By the end of Game 1 on Thursday night, LeBron James had scored a Finals career high 44 points on 18-38 shooting with 8 rebounds and 6 assists.  Stephen Curry had 26 points on 10-20 of shooting including 2-6 from three-point land with 8 assists.  Kyrie Irving played 43 minutes and had 23 points joining Timofey Mozgov as the only other Cavalier that reached double figures in points.  Kyrie and LeBron combined for 67% of the Cavs total points.  The Cavs as a team shot 41.5% from the field, 29.0% from three, and a disappointing 68.4% from the foul line.  The Warriors shot 44.3%, 37.0%, and an astonishing 90.9% in those respective categories.  Different inferences can be made from this.  That the Cavs should have won and let one get away or that the Cavs shouldn't have been as close as they were. I think losing Kyrie in the manner they did, that late in the game,was a gut punch from which they wouldn't recover.  
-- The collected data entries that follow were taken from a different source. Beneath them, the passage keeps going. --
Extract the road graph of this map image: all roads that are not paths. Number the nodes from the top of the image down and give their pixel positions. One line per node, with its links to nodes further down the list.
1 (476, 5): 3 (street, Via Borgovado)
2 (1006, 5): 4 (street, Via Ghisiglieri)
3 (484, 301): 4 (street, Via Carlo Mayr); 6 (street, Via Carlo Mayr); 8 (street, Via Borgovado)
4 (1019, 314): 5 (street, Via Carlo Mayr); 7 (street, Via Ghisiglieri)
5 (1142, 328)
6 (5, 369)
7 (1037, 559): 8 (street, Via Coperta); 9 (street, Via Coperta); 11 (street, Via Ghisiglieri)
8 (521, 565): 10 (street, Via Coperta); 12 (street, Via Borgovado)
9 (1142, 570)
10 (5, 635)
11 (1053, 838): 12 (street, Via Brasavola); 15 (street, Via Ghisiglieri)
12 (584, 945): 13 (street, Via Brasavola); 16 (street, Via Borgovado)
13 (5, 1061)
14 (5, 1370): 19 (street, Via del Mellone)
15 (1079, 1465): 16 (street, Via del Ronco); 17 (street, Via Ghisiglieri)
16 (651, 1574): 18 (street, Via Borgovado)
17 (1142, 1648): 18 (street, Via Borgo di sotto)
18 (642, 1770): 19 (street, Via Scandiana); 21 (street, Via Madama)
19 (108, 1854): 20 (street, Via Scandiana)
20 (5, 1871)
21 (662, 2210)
That gut punch turned into an ulcer on Monday when it was announced Irving would be out for the rest of the playoffs.  Few fans or media members could truly be confident in Cleveland's chances anymore especially after losing Game 1 in the shadow of LeBron's Jerry Westian game.  Admittedly, I was skeptical like most that Cleveland could win without Love. It didn't seem logical to still give them a chance without Irving too.  I'd be mildly surprised if they won 1 game in this series, not two, not three, not four.  Looking back on the last time we had one great player with a supporting cast resembling the remaining Cavs, you'd probably need to go back to 2001 with Allen Iverson and the Philadelphia 76ers.  Iverson came into L.A. to take on a juggernaut Lakers squad that had gone 11-0 in the playoffs. Iverson scored 48 on the road with 6 assists and 5 steals in Game 1 and Philadelphia pulled off the big upset.  They then proceeded to lose the next 4 in a row.  Has there ever been a team that won a title without their 2nd and 3rd best player in the Finals?
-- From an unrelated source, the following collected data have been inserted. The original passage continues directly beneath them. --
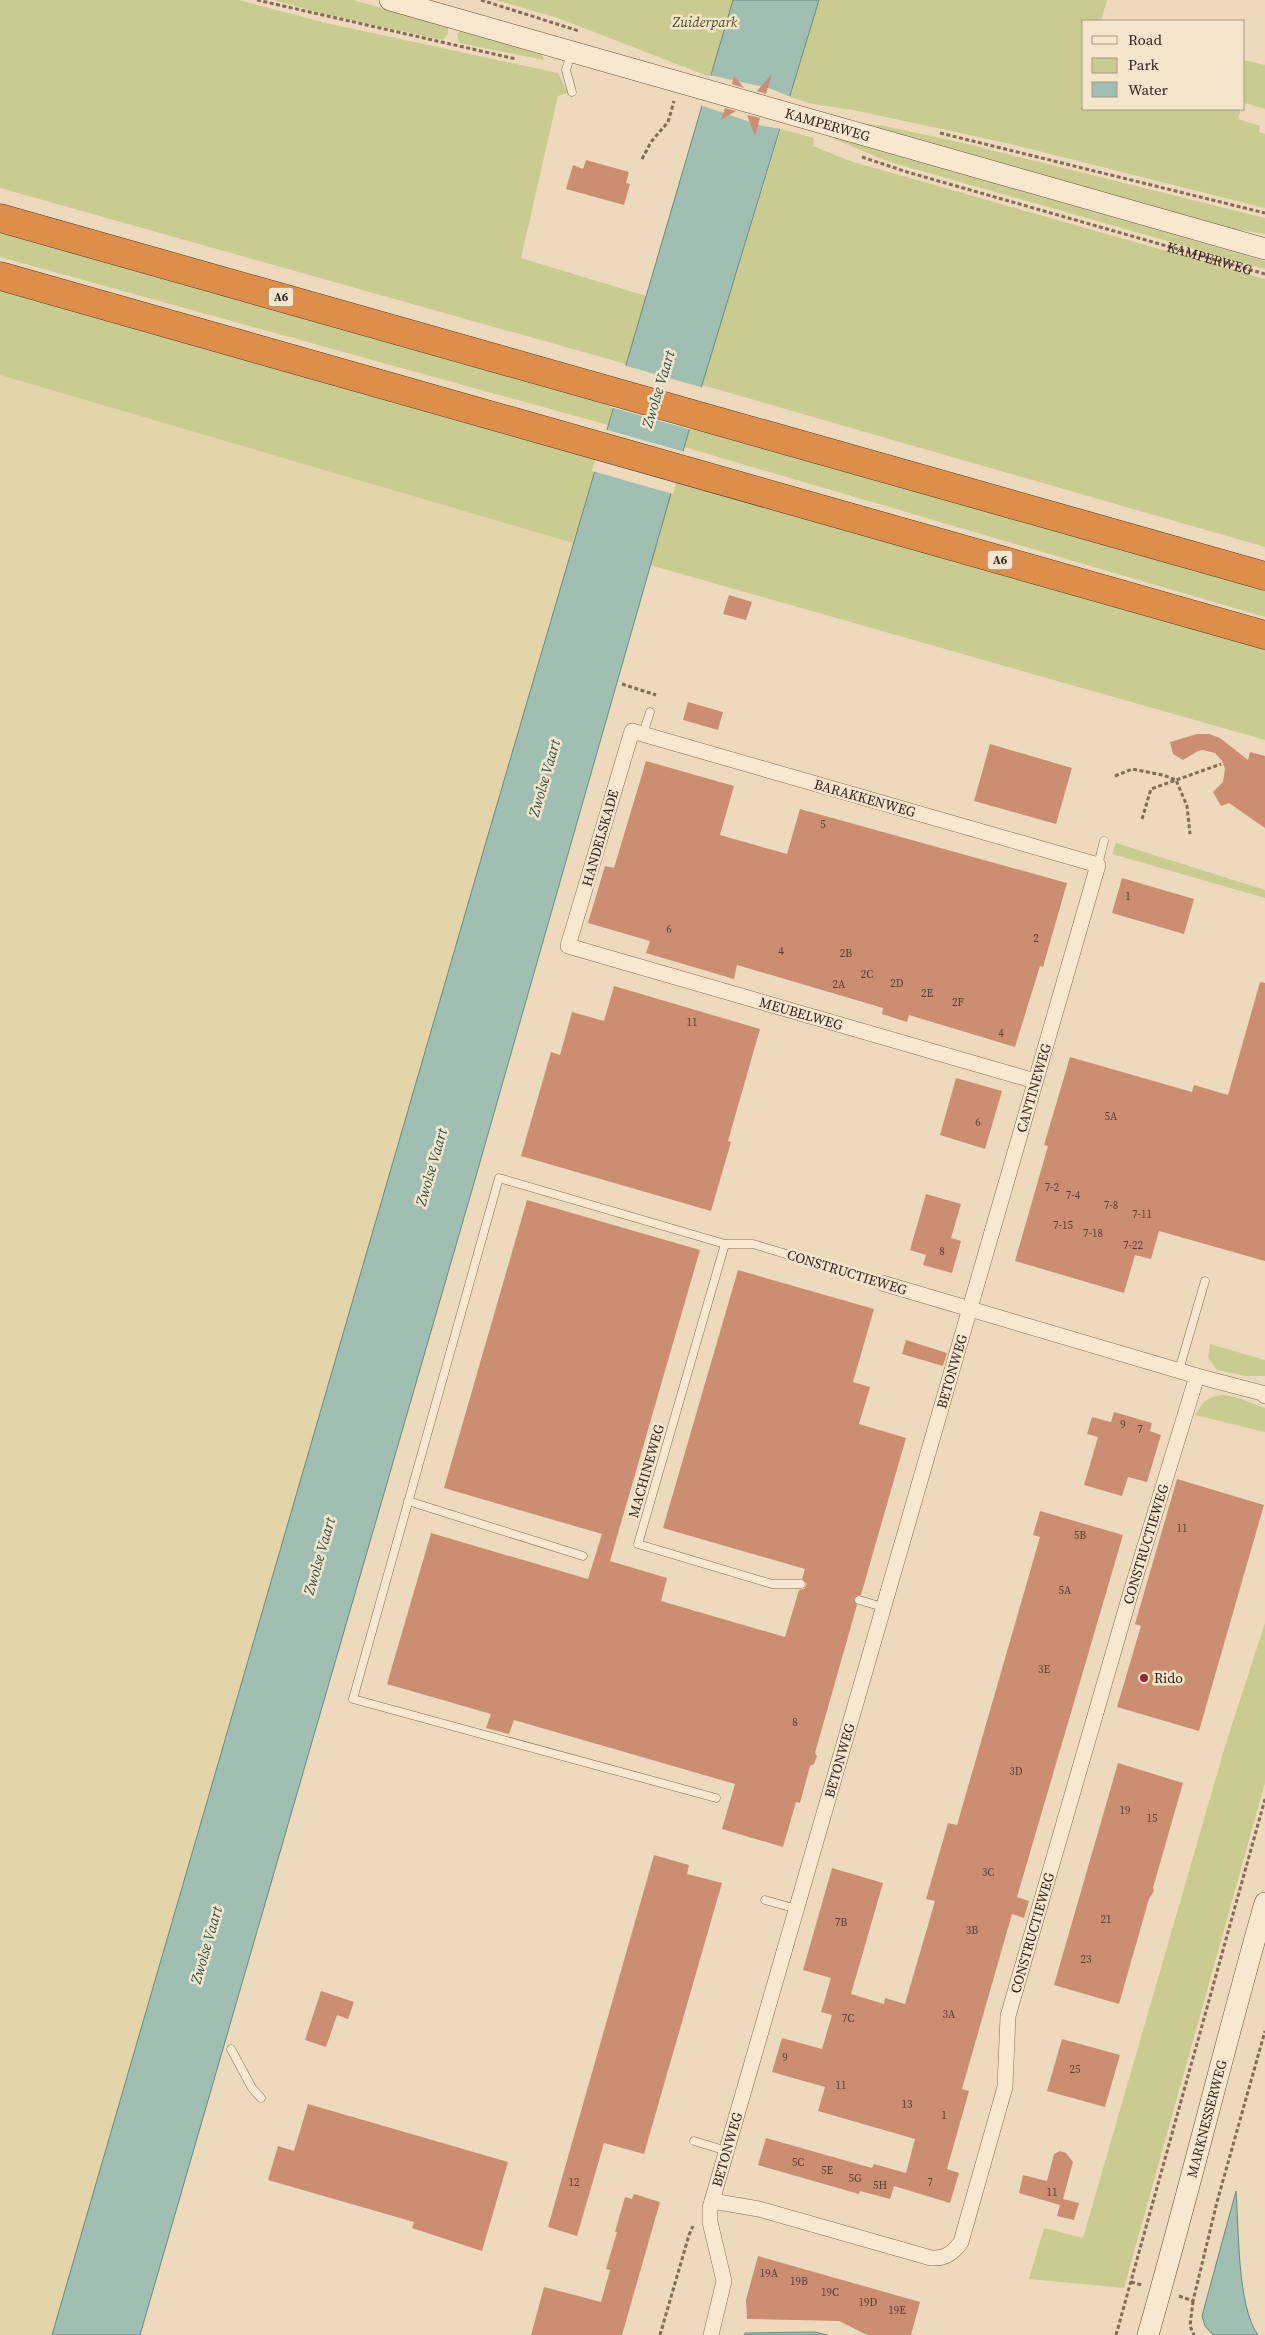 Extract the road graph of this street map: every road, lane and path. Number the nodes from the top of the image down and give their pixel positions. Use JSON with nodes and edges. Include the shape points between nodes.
{"nodes":[{"id":1,"x":257,"y":0,"type":"edge"},
{"id":2,"x":390,"y":0,"type":"edge"},
{"id":3,"x":571,"y":52,"type":"junction"},
{"id":4,"x":524,"y":60,"type":"dead end"},
{"id":5,"x":572,"y":92,"type":"dead end"},
{"id":6,"x":675,"y":98,"type":"dead end"},
{"id":7,"x":930,"y":131,"type":"dead end"},
{"id":8,"x":860,"y":157,"type":"dead end"},
{"id":9,"x":642,"y":159,"type":"dead end"},
{"id":10,"x":1265,"y":213,"type":"edge"},
{"id":11,"x":0,"y":218,"type":"edge"},
{"id":12,"x":1265,"y":249,"type":"edge"},
{"id":13,"x":1265,"y":274,"type":"edge"},
{"id":14,"x":0,"y":276,"type":"edge"},
{"id":15,"x":1265,"y":576,"type":"edge"},
{"id":16,"x":1265,"y":635,"type":"edge"},
{"id":17,"x":622,"y":684,"type":"dead end"},
{"id":18,"x":656,"y":695,"type":"dead end"},
{"id":19,"x":650,"y":712,"type":"dead end"},
{"id":20,"x":638,"y":732,"type":"junction"},
{"id":21,"x":1221,"y":764,"type":"dead end"},
{"id":22,"x":1115,"y":776,"type":"dead end"},
{"id":23,"x":1176,"y":780,"type":"junction"},
{"id":24,"x":1142,"y":819,"type":"dead end"},
{"id":25,"x":1190,"y":834,"type":"dead end"},
{"id":26,"x":1104,"y":841,"type":"dead end"},
{"id":27,"x":1098,"y":866,"type":"junction"},
{"id":28,"x":568,"y":946,"type":"joint"},
{"id":29,"x":1035,"y":1081,"type":"junction"},
{"id":30,"x":725,"y":1244,"type":"junction"},
{"id":31,"x":1205,"y":1282,"type":"dead end"},
{"id":32,"x":882,"y":1283,"type":"joint"},
{"id":33,"x":969,"y":1309,"type":"junction"},
{"id":34,"x":1179,"y":1370,"type":"junction"},
{"id":35,"x":1197,"y":1376,"type":"junction"},
{"id":36,"x":1264,"y":1394,"type":"edge"},
{"id":37,"x":408,"y":1501,"type":"junction"},
{"id":38,"x":583,"y":1556,"type":"dead end"},
{"id":39,"x":801,"y":1584,"type":"dead end"},
{"id":40,"x":859,"y":1600,"type":"dead end"},
{"id":41,"x":883,"y":1607,"type":"junction"},
{"id":42,"x":716,"y":1798,"type":"dead end"},
{"id":43,"x":1265,"y":1799,"type":"edge"},
{"id":44,"x":765,"y":1900,"type":"dead end"},
{"id":45,"x":1265,"y":1903,"type":"edge"},
{"id":46,"x":796,"y":1909,"type":"junction"},
{"id":47,"x":1265,"y":2031,"type":"edge"},
{"id":48,"x":231,"y":2049,"type":"dead end"},
{"id":49,"x":261,"y":2098,"type":"dead end"},
{"id":50,"x":694,"y":2141,"type":"dead end"},
{"id":51,"x":727,"y":2151,"type":"junction"},
{"id":52,"x":711,"y":2207,"type":"junction"},
{"id":53,"x":696,"y":2222,"type":"dead end"},
{"id":54,"x":1177,"y":2296,"type":"dead end"},
{"id":55,"x":1193,"y":2300,"type":"junction"},
{"id":56,"x":660,"y":2335,"type":"edge"},
{"id":57,"x":711,"y":2335,"type":"edge"},
{"id":58,"x":1116,"y":2335,"type":"edge"},
{"id":59,"x":1148,"y":2335,"type":"edge"},
{"id":60,"x":1194,"y":2335,"type":"edge"}],
"edges":[{"from":1,"to":4,"type":"path"},
{"from":2,"to":3,"type":"main road","name":"KAMPERWEG"},
{"from":3,"to":5,"type":"lane","via":[[566,70]]},
{"from":3,"to":12,"type":"main road","name":"KAMPERWEG"},
{"from":6,"to":9,"type":"path","via":[[668,122]]},
{"from":7,"to":10,"type":"path"},
{"from":8,"to":13,"type":"path","name":"KAMPERWEG"},
{"from":11,"to":15,"type":"highway","number":"A6"},
{"from":14,"to":16,"type":"highway","number":"A6"},
{"from":17,"to":18,"type":"path"},
{"from":19,"to":20,"type":"lane"},
{"from":20,"to":27,"type":"street","name":"BARAKKENWEG"},
{"from":20,"to":28,"type":"street","name":"HANDELSKADE"},
{"from":21,"to":23,"type":"path"},
{"from":22,"to":23,"type":"path","via":[[1132,769]]},
{"from":23,"to":24,"type":"path","via":[[1151,789]]},
{"from":23,"to":25,"type":"path","via":[[1188,810]]},
{"from":26,"to":27,"type":"lane"},
{"from":27,"to":29,"type":"street","name":"CANTINEWEG"},
{"from":28,"to":29,"type":"street","name":"MEUBELWEG"},
{"from":29,"to":33,"type":"street","name":"CANTINEWEG"},
{"from":30,"to":32,"type":"lane","name":"CONSTRUCTIEWEG","via":[[753,1244]]},
{"from":30,"to":37,"type":"lane","name":"CONSTRUCTIEWEG","via":[[499,1178]]},
{"from":30,"to":39,"type":"lane","name":"MACHINEWEG","via":[[638,1544],[772,1584]]},
{"from":31,"to":34,"type":"lane"},
{"from":32,"to":33,"type":"street","name":"CONSTRUCTIEWEG"},
{"from":33,"to":34,"type":"street","name":"CONSTRUCTIEWEG"},
{"from":33,"to":41,"type":"street","name":"BETONWEG"},
{"from":34,"to":35,"type":"street","name":"CONSTRUCTIEWEG"},
{"from":35,"to":36,"type":"street","name":"CONSTRUCTIEWEG"},
{"from":35,"to":52,"type":"street","name":"CONSTRUCTIEWEG","via":[[1009,2009],[1004,2087],[961,2242],[951,2253],[931,2258],[759,2209]]},
{"from":37,"to":38,"type":"lane"},
{"from":37,"to":42,"type":"lane","via":[[353,1699]]},
{"from":40,"to":41,"type":"lane"},
{"from":41,"to":46,"type":"street","name":"BETONWEG"},
{"from":43,"to":58,"type":"path"},
{"from":44,"to":46,"type":"lane"},
{"from":45,"to":59,"type":"main road","name":"MARKNESSERWEG"},
{"from":46,"to":51,"type":"street","name":"BETONWEG"},
{"from":47,"to":55,"type":"path"},
{"from":48,"to":49,"type":"lane"},
{"from":50,"to":51,"type":"lane"},
{"from":51,"to":52,"type":"street","name":"BETONWEG"},
{"from":52,"to":57,"type":"street","via":[[724,2281]]},
{"from":53,"to":56,"type":"path","via":[[688,2235]]},
{"from":54,"to":55,"type":"path"},
{"from":55,"to":60,"type":"path","via":[[1190,2326]]}]}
Spoiler Alert:  It has not happened before.  That's what made Game 2 so special.  LeBron played hero ball and it worked.  The LeBron narrative is such that simply because it is him, people will not count the Cavs out anymore.  Not if they could win Game 2 in the manner that they did.  It's not just that LeBron had 39 points, 16 rebounds, and 11 assists.  It's the Cavs shot a miserable 32.2% from the field and still found a way to win on the road and in overtime.  It's that Matty Delly played 42 minutes helping guard Steph Curry and having a team high plus/minus of +15.  LBJ had 0.  

But at the same time, we can't forget some other numbers.  The Warriors shot a very uncharacteristic 8-35 from three-point land including Chef Curry undercooking at 2-15.  They also had 10 less rebounds and 5 more turnovers.  I like Dellavedova. He hustles and plays with grit.  He's a scrappy, likable guy (on your team).  The Cavs found their Aaron Craft.  But I don't see Steph Curry repeating his Game 2 performance.  He may still struggle a little bit for him being it's his first time on this large a stage, but he won't play as poorly as he did in Game 2 probably for the rest of the series.  LeBron played 50 minutes on Sunday night after playing 45 three days before.  How superhuman can he be?

It's probably a good thing that James Jones is playing more.  He's also been to 5 straight Finals.  The Warriors can't boast that kind of experience.  It might be what's affecting them.  Perhaps this will merely be the year that Steph Curry has to pay his dues and lose in the Finals before reigning triumphant in the years to come.  The Cavs can win but they need more things to fall into place than Golden State does.  The Warriors still have the advantage but the Cavs still have LeBron and hope.  If Golden State plays the normal game they are capable of and had been playing normally in these playoffs, the Cavs *shouldn't* stand a chance with their current lineup.  But if the Cavs can play all out again and get Curry and the rest of the Dubs' perimeter players to struggle, they can keep it close like they did in Game 2.  J.R. Smith should have a better game but as always, all eyes will be on the King.  And you come at the King, you best not miss.